The web’s biggest social media companies have been targeting ads to racists. Facebook, Google and Twitter have allowed advertisers to target groups expressing interests in topics such as “Jew hater,” How to burn jews” and “why jews ruin the world.” Facebook’s advertising algorithm went even further by suggesting other racist and hate interests to advertisers including search terms like “Hitler did nothing wrong.” After being notified by ProPublica Facebook removed the antisemitic categories.
But that did not solve the problem entirely. Online magazine Slate used Facebook’s ad targeting to create ads targeting those interested in “Ku-Klux-Klan,” and other white nationalist interests.
ProPublica first attempted to purchase three ads, or “promoted posts,” using Facebook’s targeting tool. At first they were rejected. But not for the reason you might think. The ad placement was rejected because the number of Facebook users searching the racist terms was beneath a pre-programmed number of users. ProPublica then added a larger category to “Jew hater” and the others. Facebook’s ad tool then said the selected audience was “great!” Fifteen minutes later the company’s ad system had approved all three ads.
Facebook is not alone. BuzzFeed discovered Google, the world’s largest advertising platform, also had problems in its ad targeting. Google’s ad targeting allowed advertisers to target people searching phrases such as “black people ruin everything” and “jews control the media.”
Like Facebook, Google’s algorithm auto-suggested similar phrases, such as “the evil jew.” To confirm their findings BuzzFeed ran the ads and verified the ads did indeed appear on the web.
After BuzzFeed’s report Google disabled the keyword searches used in the ad buy. However, according to BuzzFeed, the search term “blacks destroy everything,” remained.
Sridhar Ramaswamy, Google’s senior vice president of advertising, in an email.”We’ve already turned off these suggestions and any ads that made it through, and will work harder to stop this from happening again.”
Twitter too was found to have algorithms that played into racism. According to the Daily Beast Twitter allowed the targeting of ads to racist. Twitter’s algorithm allowed advertisers to target millions of customers searching terms like “wetback” and “nigger.” The Daily Beast was also able to successfully placed the ads online. And, like Facebook and Google, Twitter generated suggestions in response to racist terms.
According to Twitter it fixed its algorithm that permitted marketers to target racist.
The Daily Beast reported that Twitter Ads returned 26.3 million users who may respond to the term “wetback,” 18.6 million to “Nazi,” and 14.5 million to “nigger.”
Facebook appears to be dealing with a recurring problem. That is racist ad targeting. In 2016 AACR reported that advertisers were using the social media platform ad targeting to exclude people of color from seeing ads for housing and other services. Facebook uses the term “affinity marketing” but it is also known as “red lining.” This is the practice of denying certain groups access to homes, jobs and other service based on race.
Are these companies undercover racists or is something else happening here? Technology is supposed to be color blind but these issues keep popping up, especially for Facebook.

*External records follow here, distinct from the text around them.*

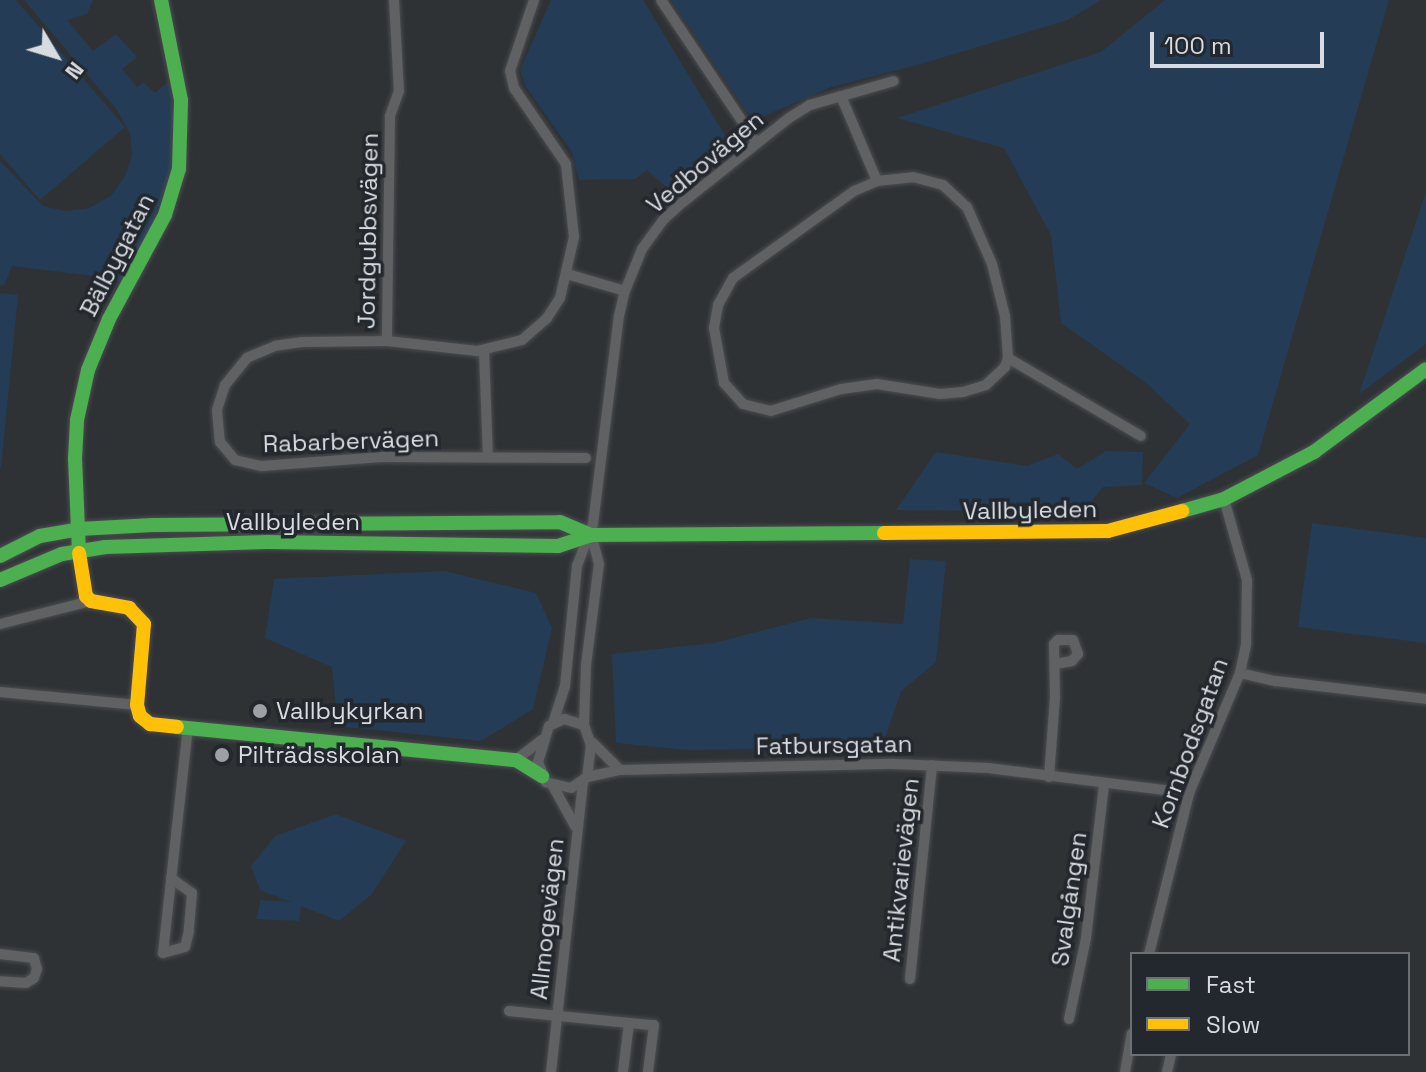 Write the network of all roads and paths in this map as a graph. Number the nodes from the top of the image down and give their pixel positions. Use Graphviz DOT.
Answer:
graph roads {
  1 [pos="161,0"];
  2 [pos="394,0"];
  3 [pos="534,0"];
  4 [pos="661,0"];
  5 [pos="894,81"];
  6 [pos="841,96"];
  7 [pos="756,142"];
  8 [pos="877,181"];
  9 [pos="567,274"];
  10 [pos="625,291"];
  11 [pos="387,341"];
  12 [pos="484,350"];
  13 [pos="1008,358"];
  14 [pos="1426,369"];
  15 [pos="1141,436"];
  16 [pos="488,457"];
  17 [pos="586,458"];
  18 [pos="1224,499"];
  19 [pos="79,529"];
  20 [pos="591,535"];
  21 [pos="78,549"];
  22 [pos="0,556"];
  23 [pos="0,580"];
  24 [pos="91,601"];
  25 [pos="0,624"];
  26 [pos="1055,664"];
  27 [pos="1240,673"];
  28 [pos="0,692"];
  29 [pos="1426,699"];
  30 [pos="137,705"];
  31 [pos="553,723"];
  32 [pos="188,728"];
  33 [pos="586,729"];
  34 [pos="543,739"];
  35 [pos="516,760"];
  36 [pos="932,765"];
  37 [pos="620,770"];
  38 [pos="1049,777"];
  39 [pos="585,780"];
  40 [pos="547,781"];
  41 [pos="1104,784"];
  42 [pos="1189,793"];
  43 [pos="576,828"];
  44 [pos="171,878"];
  45 [pos="1149,952"];
  46 [pos="0,954"];
  47 [pos="910,979"];
  48 [pos="0,981"];
  49 [pos="509,1011"];
  50 [pos="557,1015"];
  51 [pos="1069,1019"];
  52 [pos="629,1023"];
  53 [pos="1130,1045"];
  54 [pos="551,1072"];
  55 [pos="623,1072"];
  56 [pos="648,1072"];
  57 [pos="1125,1072"];
  1 -- 19 [label="main road, Bälbygatan"];
  2 -- 11 [label="street, Jordgubbsvägen"];
  3 -- 9 [label="street, Jordgubbsvägen"];
  4 -- 7 [label="street"];
  5 -- 6 [label="street, Vedbovägen"];
  6 -- 7 [label="street, Vedbovägen"];
  6 -- 8 [label="street"];
  7 -- 10 [label="street, Vedbovägen"];
  8 -- 13 [label="street"];
  8 -- 13 [label="street"];
  9 -- 10 [label="street"];
  9 -- 12 [label="street, Jordgubbsvägen"];
  10 -- 20 [label="street, Vedbovägen"];
  11 -- 12 [label="street, Jordgubbsvägen"];
  11 -- 16 [label="street, Rabarbervägen"];
  12 -- 16 [label="street"];
  13 -- 15 [label="street"];
  14 -- 18 [label="main road, Vallbyleden"];
  16 -- 17 [label="street, Rabarbervägen"];
  18 -- 20 [label="main road, Vallbyleden"];
  18 -- 27 [label="street, Kornbodsgatan"];
  19 -- 20 [label="main road, Vallbyleden"];
  19 -- 21 [label="main road"];
  19 -- 22 [label="main road, Vallbyleden"];
  20 -- 21 [label="main road, Vallbyleden"];
  20 -- 31 [label="street"];
  20 -- 33 [label="street"];
  21 -- 23 [label="main road, Vallbyleden"];
  21 -- 24 [label="main road"];
  24 -- 25 [label="street"];
  24 -- 30 [label="main road"];
  26 -- 38 [label="street"];
  27 -- 29 [label="street"];
  27 -- 42 [label="street, Kornbodsgatan"];
  28 -- 30 [label="street"];
  30 -- 32 [label="main road"];
  31 -- 33 [label="street"];
  31 -- 34 [label="street"];
  32 -- 35 [label="main road"];
  32 -- 44 [label="street"];
  33 -- 37 [label="street"];
  33 -- 39 [label="street"];
  34 -- 35 [label="street"];
  34 -- 40 [label="street"];
  35 -- 40 [label="main road"];
  36 -- 37 [label="street, Fatbursgatan"];
  36 -- 38 [label="street, Fatbursgatan"];
  36 -- 47 [label="street, Antikvarievägen"];
  37 -- 39 [label="street, Fatbursgatan"];
  38 -- 41 [label="street, Fatbursgatan"];
  39 -- 40 [label="street"];
  39 -- 43 [label="street, Allmogevägen"];
  40 -- 43 [label="street, Allmogevägen"];
  41 -- 42 [label="street, Fatbursgatan"];
  41 -- 51 [label="street, Svalgången"];
  42 -- 45 [label="street, Kornbodsgatan"];
  43 -- 50 [label="street, Allmogevägen"];
  44 -- 44 [label="street"];
  46 -- 48 [label="street"];
  49 -- 50 [label="street"];
  50 -- 52 [label="street"];
  50 -- 54 [label="street, Allmogevägen"];
  52 -- 55 [label="street"];
  52 -- 56 [label="street"];
  53 -- 57 [label="street"];
} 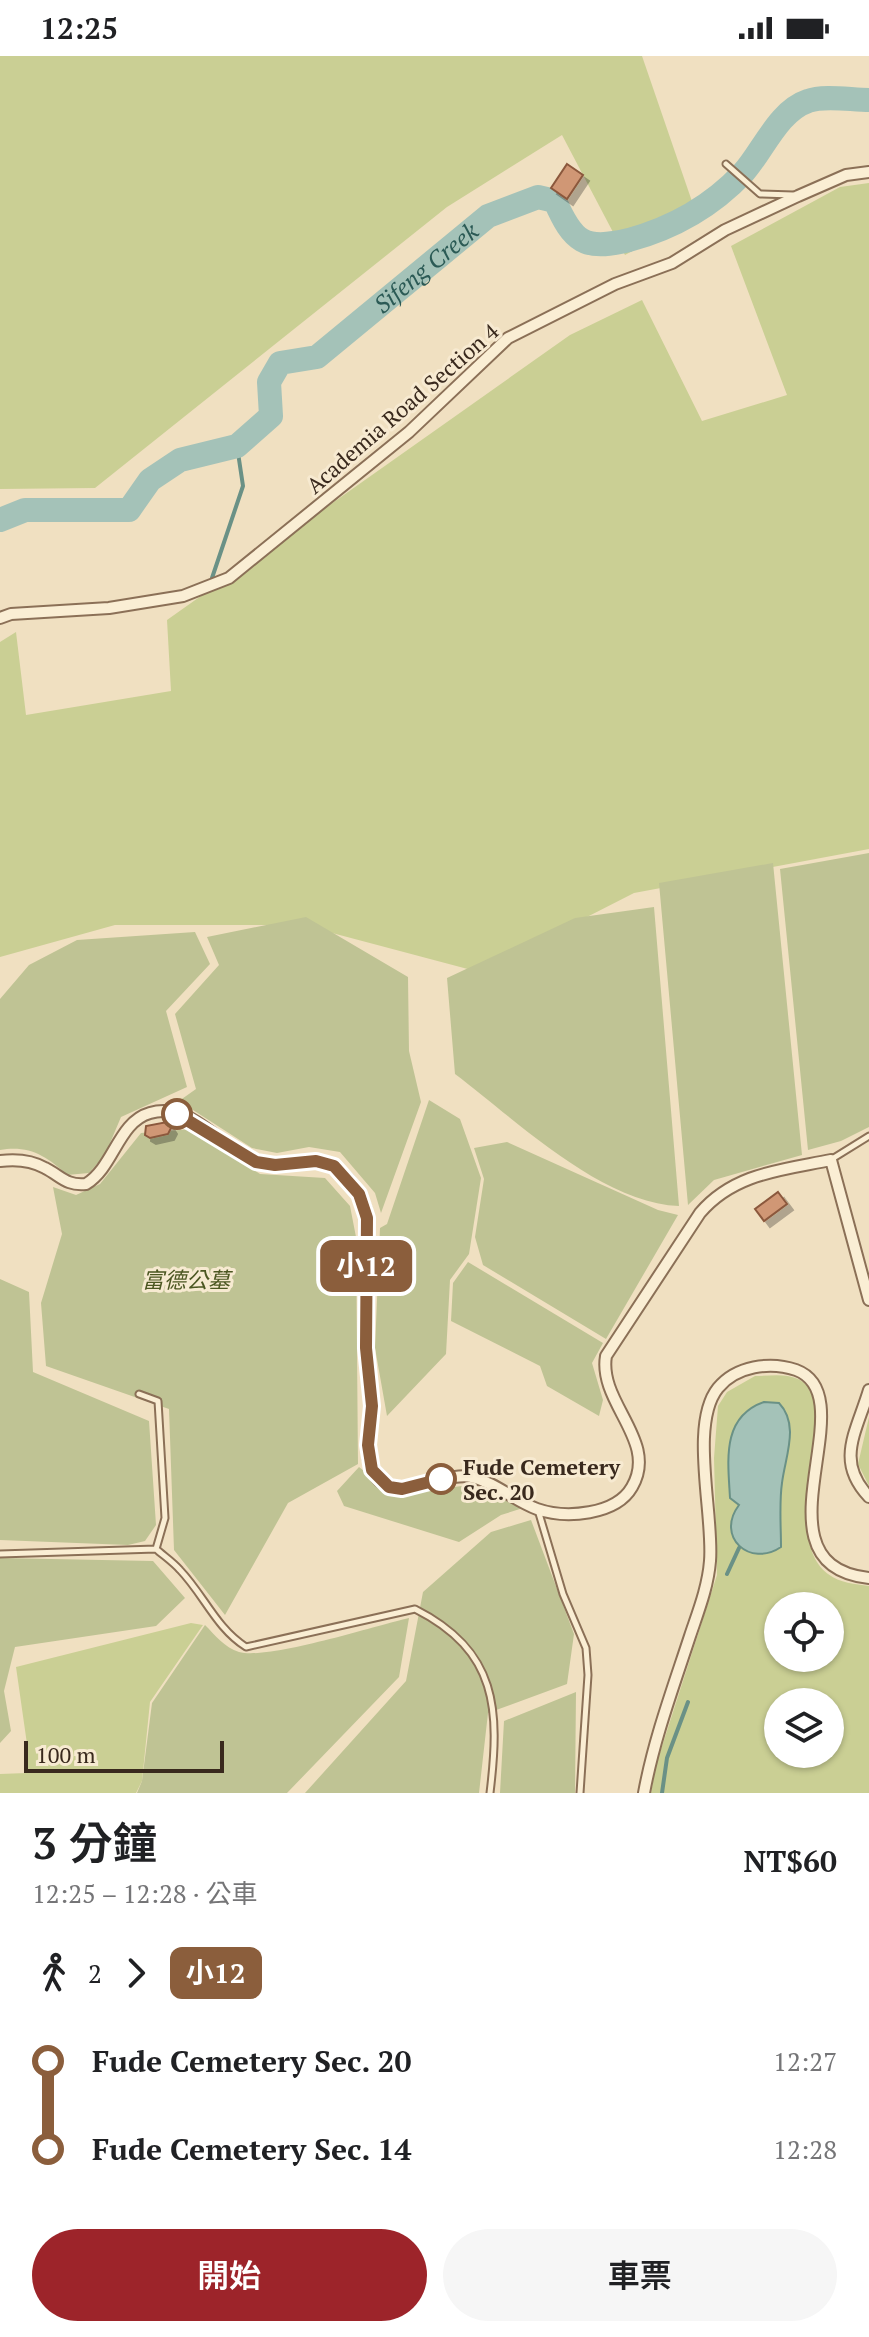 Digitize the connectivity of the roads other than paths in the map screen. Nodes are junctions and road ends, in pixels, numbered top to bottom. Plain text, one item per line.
1 (726, 164) dead end
2 (869, 172) edge
3 (798, 196) junction
4 (0, 618) edge
5 (869, 1136) edge
6 (831, 1160) junction
7 (0, 1161) edge
8 (869, 1300) edge
9 (869, 1390) edge
10 (139, 1394) dead end
11 (869, 1497) edge
12 (538, 1509) junction
13 (156, 1549) junction
14 (0, 1554) edge
15 (869, 1578) edge
16 (490, 1793) edge
17 (580, 1793) edge
18 (644, 1793) edge

1 - 3 lane
2 - 3 street, Academia Road Section 4
3 - 4 street, Academia Road Section 4
5 - 6 lane
6 - 8 street
6 - 12 street
7 - 12 street
9 - 11 street
10 - 13 lane
12 - 17 lane
13 - 14 lane
13 - 16 lane
15 - 18 street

According to Facebook, algorithms select categories based on what users list as employment or education. People have used terms such as “Jew Hater,” as their jobs and listed employers as “Jew Killing Weekly Magazine.” Or as education they list “Threesome Rape.” As a result Facebook’s algorithm, which is not designed to understand the meaning of these terms, create target market categories.
Some experts believe that many algorithms that are programmed to make decisions are programmed on data sets that do not include a diverse range of people.
Graphic designer Johanna Burai created the World White Web project after she searched for an image of human hands. Her search on Google resulted in images of millions of hands almost exclusively white.
Google responded by saying its image search results are “a reflection of content from across the web, including the frequency with which types of images appear and the way they’re described online” and are not connected to its “values”.
Joy Buolamwini, a postgraduate student at the Massachusetts Institute of Technology launched The Algorithmic Justice League (AJL) in November 2016.
Buolamwini, a dark skin African-American, was attempting to use facial recognition software for a project but the program could not process her face.
“I found that wearing a white mask, because I have very dark skin, made it easier for the system to work. It was the reduction of a face to a model that a computer could more easily read.”
It was not the first time Buolamwini experienced the problem. Once before she had to ask a lighter-skinned room-mate to help her.
“I had mixed feelings. I was frustrated because this was a problem I’d seen five years earlier was still persisting,” she said. “And I was amused that the white mask worked so well.”
But is technology and these algorithms really racist? Maybe not so much as some would have us to believe. Algorithms are programs and programs are created by people who program computers. So it is not unthinkable that racism and biases creep into programs.